Signé par le duo néerlandais Jeroen Doumen et Joris Wiersinga — les fondateurs du légendaire studio indépendant Splotter Spellen — ce jeu paru en 2012 plonge les joueurs dans l'Afrique ancienne, sur les terres des royaumes qui gravitaient autour du Great Zimbabwe, site du patrimoine mondial situé en Afrique australe. Le thème revendique une filiation historique assumée : contre les récits coloniaux qui refusaient d'attribuer à une civilisation africaine des monuments d'une telle splendeur, le jeu célèbre cet héritage culturel tout en se permettant des libertés créatives propres à l'univers Splotter.

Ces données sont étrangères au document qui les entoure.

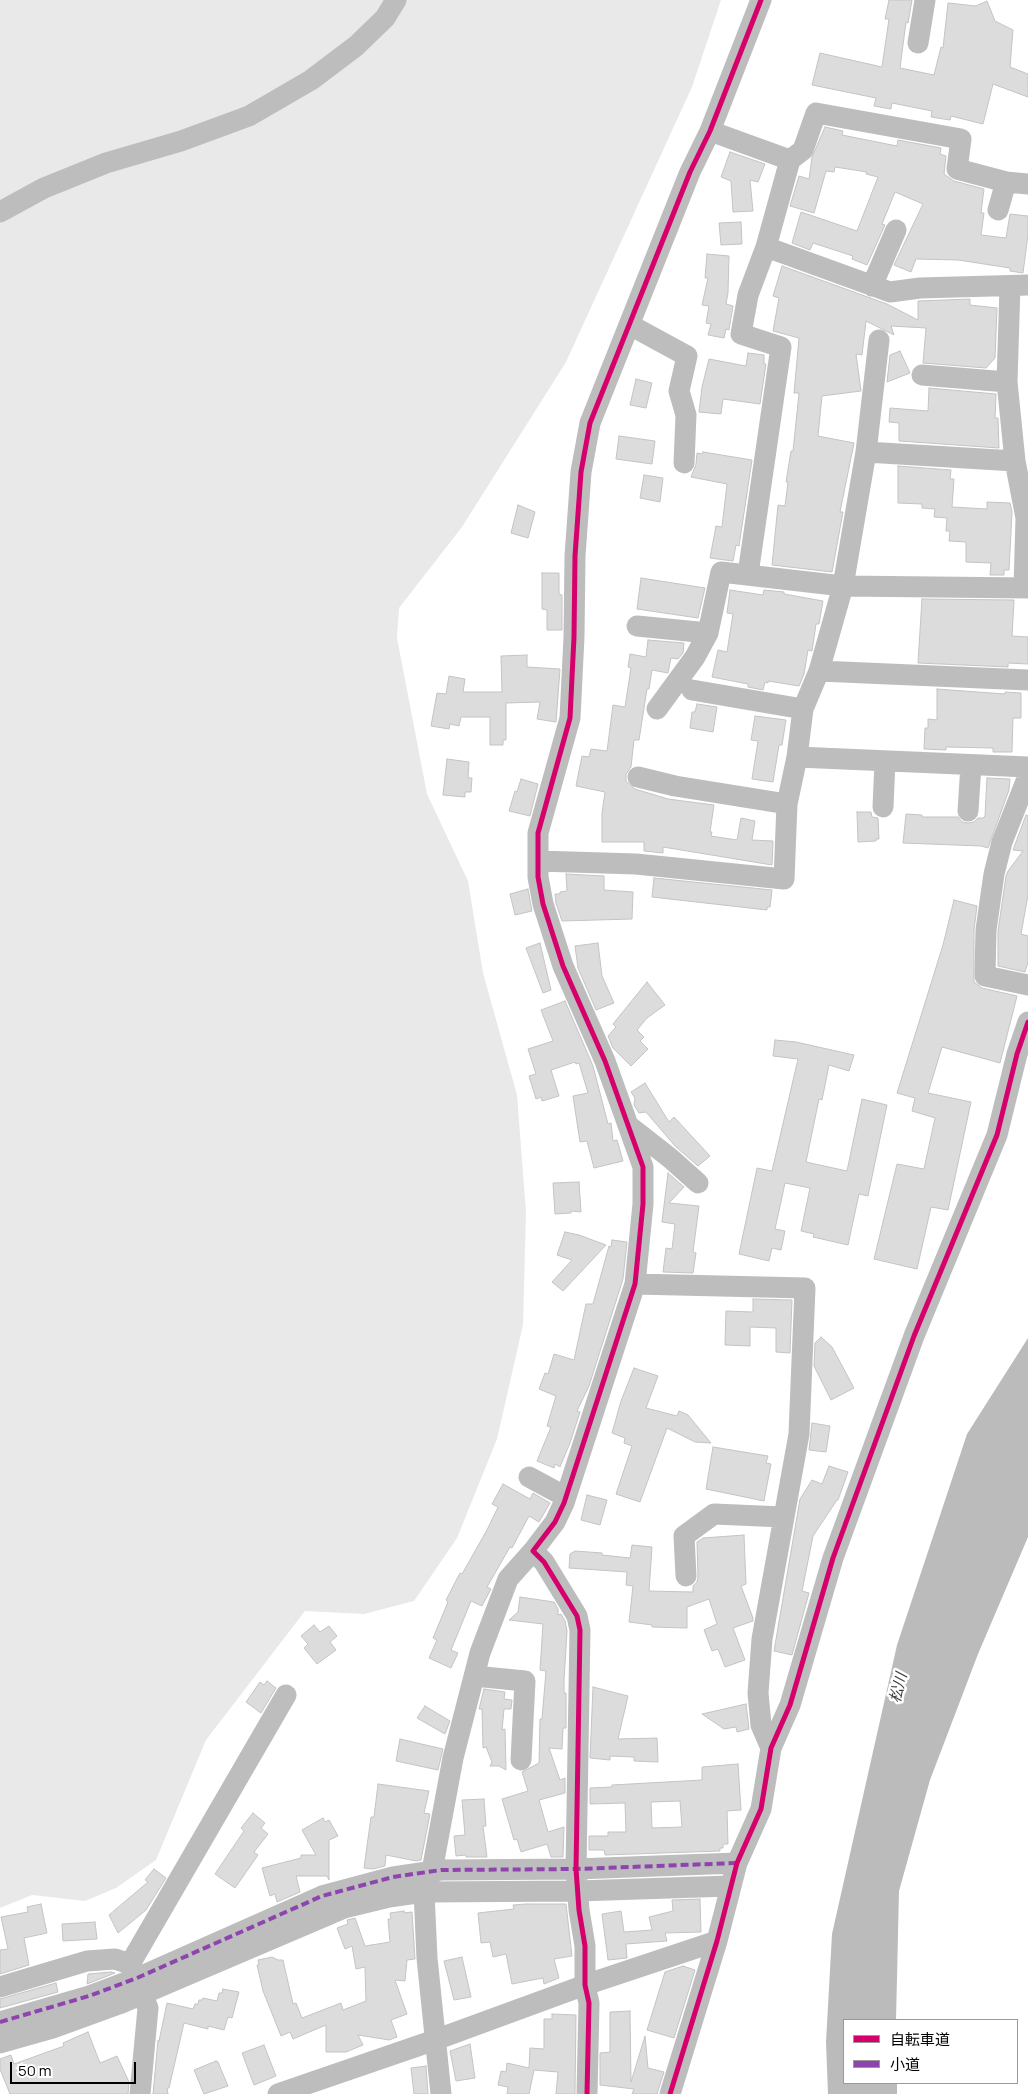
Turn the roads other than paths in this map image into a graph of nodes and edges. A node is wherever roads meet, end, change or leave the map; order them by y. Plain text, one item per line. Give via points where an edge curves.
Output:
1 (396, 0) edge
2 (761, 0) edge
3 (925, 0) edge
4 (918, 43) dead end
5 (710, 131) junction
6 (790, 160) junction
7 (1006, 182) junction
8 (1028, 184) edge
9 (998, 210) dead end
10 (0, 212) edge
11 (896, 230) dead end
12 (766, 247) junction
13 (1019, 285) edge
14 (872, 286) junction
15 (630, 325) junction
16 (879, 340) dead end
17 (922, 375) dead end
18 (1006, 382) junction
19 (866, 452) junction
20 (1015, 461) junction
21 (684, 463) dead end
22 (748, 574) junction
23 (843, 586) junction
24 (1026, 587) edge
25 (637, 626) dead end
26 (708, 633) junction
27 (819, 671) junction
28 (1028, 680) edge
29 (692, 690) dead end
30 (657, 709) dead end
31 (803, 709) junction
32 (797, 757) junction
33 (885, 761) junction
34 (971, 765) junction
35 (1028, 767) edge
36 (1028, 776) edge
37 (638, 777) dead end
38 (787, 804) junction
39 (883, 807) dead end
40 (968, 811) dead end
41 (538, 861) junction
42 (1028, 985) edge
43 (1028, 1022) edge
44 (629, 1126) junction
45 (698, 1183) dead end
46 (635, 1284) junction
47 (529, 1477) dead end
48 (566, 1497) junction
49 (783, 1517) junction
50 (533, 1551) junction
51 (686, 1576) dead end
52 (474, 1676) junction
53 (286, 1695) dead end
54 (771, 1748) junction
55 (522, 1760) dead end
56 (737, 1863) junction
57 (576, 1869) junction
58 (432, 1871) junction
59 (730, 1886) junction
60 (578, 1891) junction
61 (424, 1892) junction
62 (717, 1941) junction
63 (136, 1978) junction
64 (585, 1985) junction
65 (0, 1987) edge
66 (0, 2022) edge
67 (435, 2040) junction
68 (0, 2043) edge
69 (140, 2094) edge
70 (278, 2094) edge
71 (440, 2094) edge
72 (587, 2094) edge
73 (670, 2094) edge

1 - 10 street via 385,18 356,46 311,80 249,116 182,141 106,163 44,188
2 - 5 street
3 - 4 street
5 - 6 street
5 - 15 street via 690,172
6 - 7 street via 803,150 816,113 961,138 957,169
6 - 12 street
7 - 8 street
7 - 9 street
11 - 14 street
12 - 14 street
12 - 22 street via 748,295 741,334 781,347
13 - 14 street via 890,292
13 - 18 street
15 - 21 street via 687,356 680,391 686,415
15 - 41 street via 590,423 581,472 570,718 538,833
16 - 19 street
17 - 18 street
18 - 20 street
19 - 20 street
19 - 23 street
20 - 24 street via 1026,518
22 - 23 street
22 - 26 street via 721,572
23 - 24 street
23 - 27 street
25 - 26 street
26 - 30 street via 695,657
27 - 28 street
27 - 31 street
29 - 31 street
31 - 32 street
32 - 33 street
32 - 38 street
33 - 34 street
33 - 39 street
34 - 35 street
34 - 40 street
36 - 42 street via 1002,842 994,874 986,930 985,976
37 - 38 street
38 - 41 street via 784,879 636,864
41 - 44 street via 543,904 562,966 605,1061
43 - 54 street via 996,1135 914,1336 833,1558 790,1705
44 - 45 street
44 - 46 street via 643,1167 643,1204
46 - 48 street
46 - 49 street via 806,1288 799,1434
47 - 48 street
48 - 50 street via 555,1522
49 - 51 street via 714,1514 684,1536
49 - 54 street via 762,1639 758,1693 761,1725
50 - 52 street via 508,1579
50 - 57 street via 544,1562 577,1616 580,1630
52 - 55 street via 525,1681
52 - 58 street via 453,1758
53 - 63 street
54 - 56 street via 761,1809
56 - 57 street
56 - 59 street
57 - 58 street
57 - 60 street
58 - 61 street
58 - 63 street via 384,1879 322,1896
59 - 60 street
59 - 62 street
60 - 61 street
60 - 64 street
61 - 63 street via 344,1908
61 - 67 street
62 - 64 street
62 - 73 street
63 - 65 street via 115,1959 88,1961
63 - 66 street via 89,1996
63 - 68 street via 119,2004
63 - 69 street via 148,2008
64 - 67 street
64 - 72 street via 589,2003
67 - 70 street
67 - 71 street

Chaque joueur incarne un chef tribal qui choisit de vénérer l'une des douze divinités disponibles. Ce choix est le cœur stratégique de l'expérience : chaque dieu offre un avantage unique, mais impose en retour un objectif de victoire différent — certains sont plus accessibles, d'autres exigent une performance bien plus ambitieuse. Pour honorer son dieu, il faut élever des monuments, ce qui nécessite de construire un réseau logistique, de développer des artisans, de collecter des ressources rares et d'acheter des technologies lors d'enchères tendues. La contrainte fondamentale est implacable : une seule action par tour. Chaque décision pèse donc lourd, d'autant que l'économie du jeu fonctionne en vase quasi-fermé et que les ressources naturelles s'épuisent inexorablement.

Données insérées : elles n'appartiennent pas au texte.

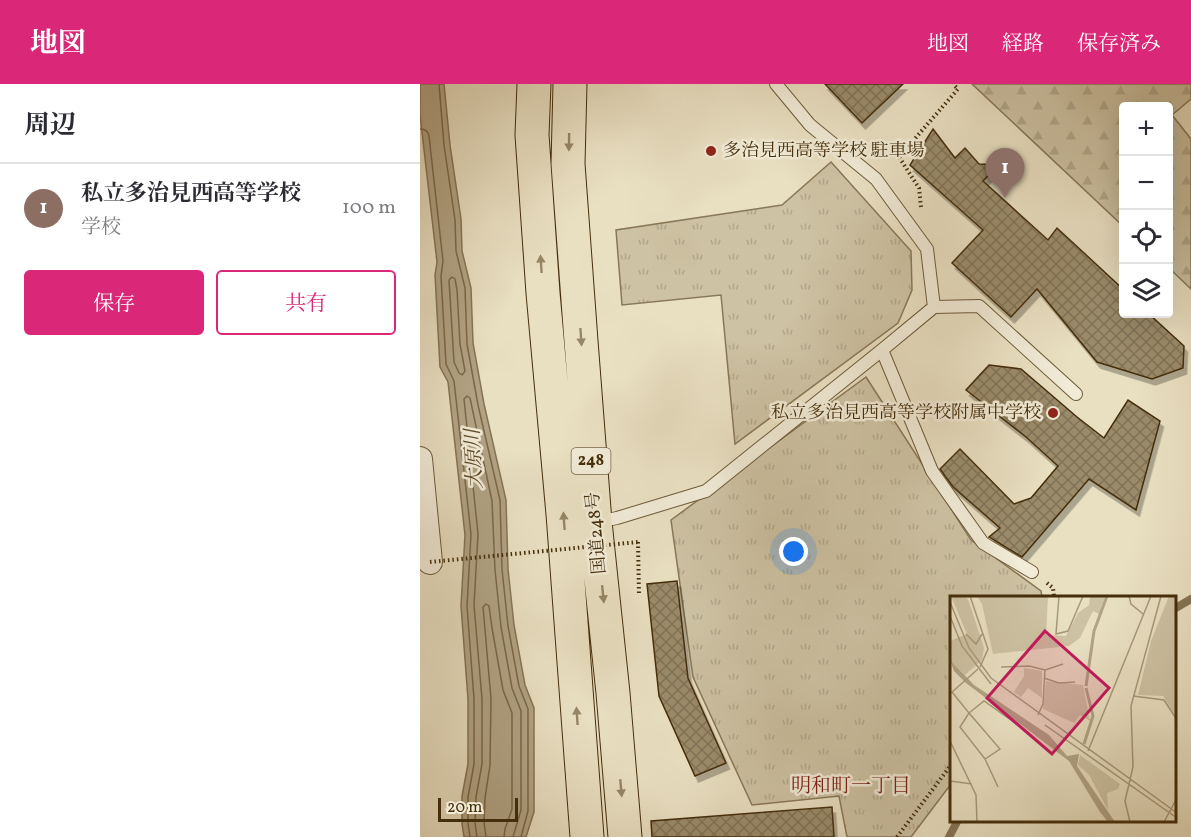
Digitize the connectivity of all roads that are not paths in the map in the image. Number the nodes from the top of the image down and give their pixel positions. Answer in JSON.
{"nodes":[{"id":1,"x":534,"y":84,"type":"edge"},
{"id":2,"x":570,"y":84,"type":"edge"},
{"id":3,"x":776,"y":84,"type":"edge"},
{"id":4,"x":934,"y":307,"type":"junction"},
{"id":5,"x":882,"y":350,"type":"junction"},
{"id":6,"x":1076,"y":394,"type":"dead end"},
{"id":7,"x":420,"y":459,"type":"edge"},
{"id":8,"x":596,"y":522,"type":"junction"},
{"id":9,"x":430,"y":562,"type":"road end"},
{"id":10,"x":1032,"y":572,"type":"dead end"},
{"id":11,"x":587,"y":837,"type":"edge"},
{"id":12,"x":626,"y":837,"type":"edge"}],
"edges":[{"from":11,"to":1,"type":"highway","name":"国道248号","number":"248","one_way":true},
{"from":2,"to":8,"type":"highway","name":"国道248号","number":"248","one_way":true},
{"from":3,"to":4,"type":"lane"},
{"from":4,"to":5,"type":"lane"},
{"from":4,"to":6,"type":"lane"},
{"from":5,"to":8,"type":"lane"},
{"from":5,"to":10,"type":"lane"},
{"from":7,"to":9,"type":"street"},
{"from":8,"to":12,"type":"highway","name":"国道248号","number":"248","one_way":true}]}
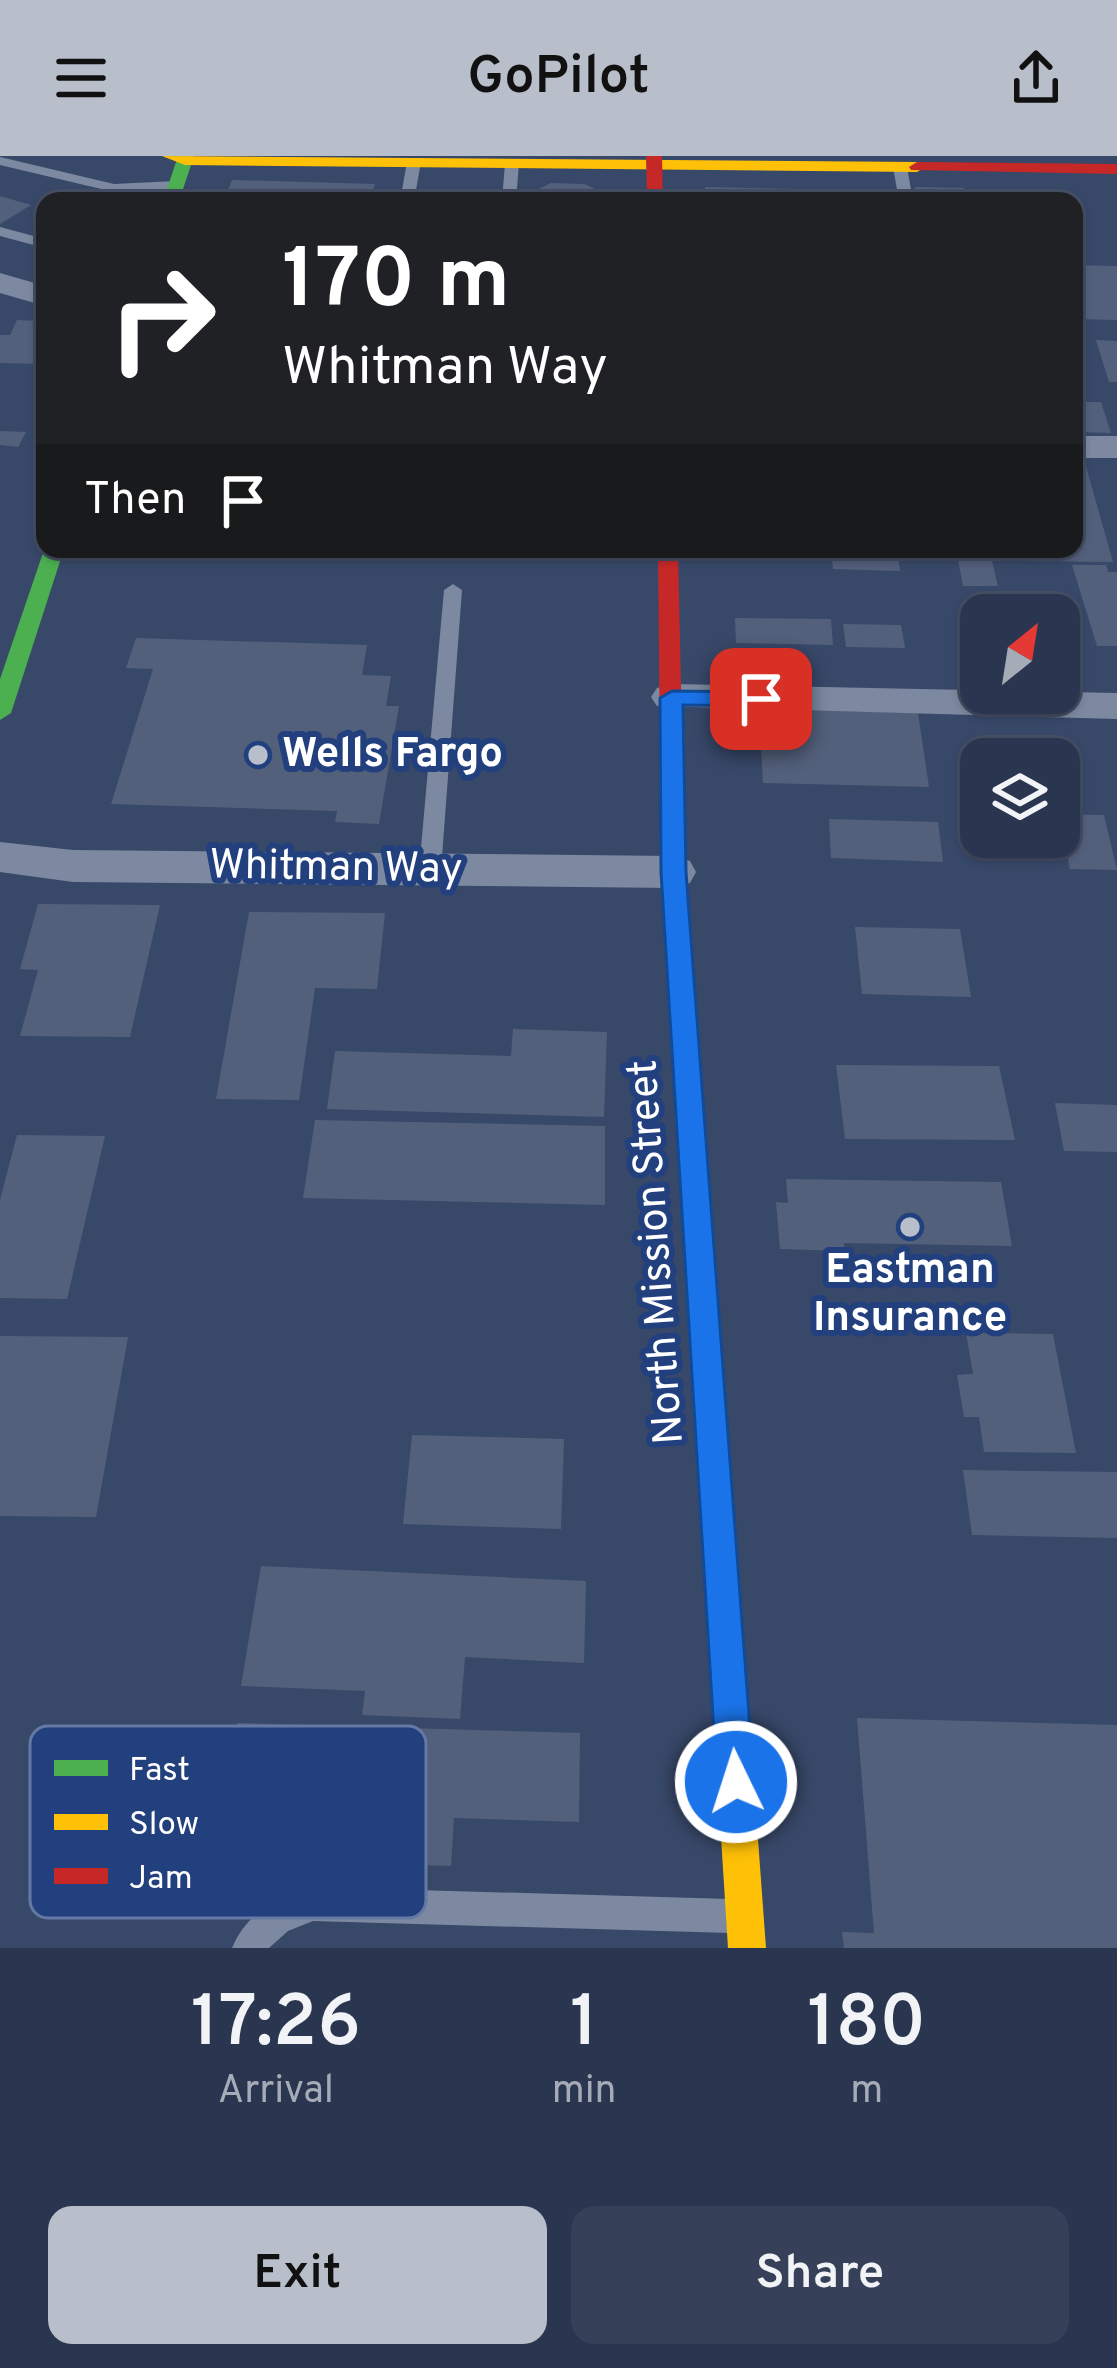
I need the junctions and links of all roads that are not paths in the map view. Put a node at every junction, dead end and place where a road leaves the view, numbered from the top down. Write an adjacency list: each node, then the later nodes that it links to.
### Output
1 (398, 160): 4 (main road); 7 (main road); 10 (lane)
2 (654, 160): 4 (main road); 5 (main road); 12 (main road)
3 (0, 161): 8 (lane)
4 (512, 164): 11 (lane)
5 (899, 167): 6 (main road); 13 (lane)
6 (1117, 169)
7 (178, 172): 8 (lane)
8 (100, 186): 9 (lane)
9 (96, 192)
10 (404, 192)
11 (510, 192)
12 (655, 192)
13 (905, 192)
14 (0, 231): 15 (lane)
15 (36, 241)
16 (0, 284): 17 (street)
17 (36, 294)
18 (1083, 447): 19 (street)
19 (1117, 447)
20 (51, 558): 25 (main road)
21 (668, 558): 23 (main road, North Mission Street)
22 (452, 590): 27 (lane)
23 (672, 698): 24 (street); 28 (main road, North Mission Street)
24 (1117, 706)
25 (0, 713)
26 (0, 857): 27 (street, Whitman Way)
27 (430, 869): 28 (street, Whitman Way)
28 (674, 872): 31 (main road, North Mission Street)
29 (426, 1911): 31 (lane)
30 (277, 1918): 32 (lane)
31 (746, 1932)
32 (249, 1948)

Ce titre s'adresse à un public de joueurs experts, aguerris aux systèmes économiques complexes et à la négociation implicite propre aux jeux Splotter. Pour deux à cinq participants dès quatorze ans, une partie dure typiquement entre une heure et demie et deux heures et demie. L'expérience est dense, tendue, d'une rejouabilité remarquable grâce à la combinaison modulaire des dieux, des ressources et du plateau. C'est un jeu de course où chacun fixe lui-même la hauteur de la barre à franchir — avant que les autres ne viennent tout bousculer.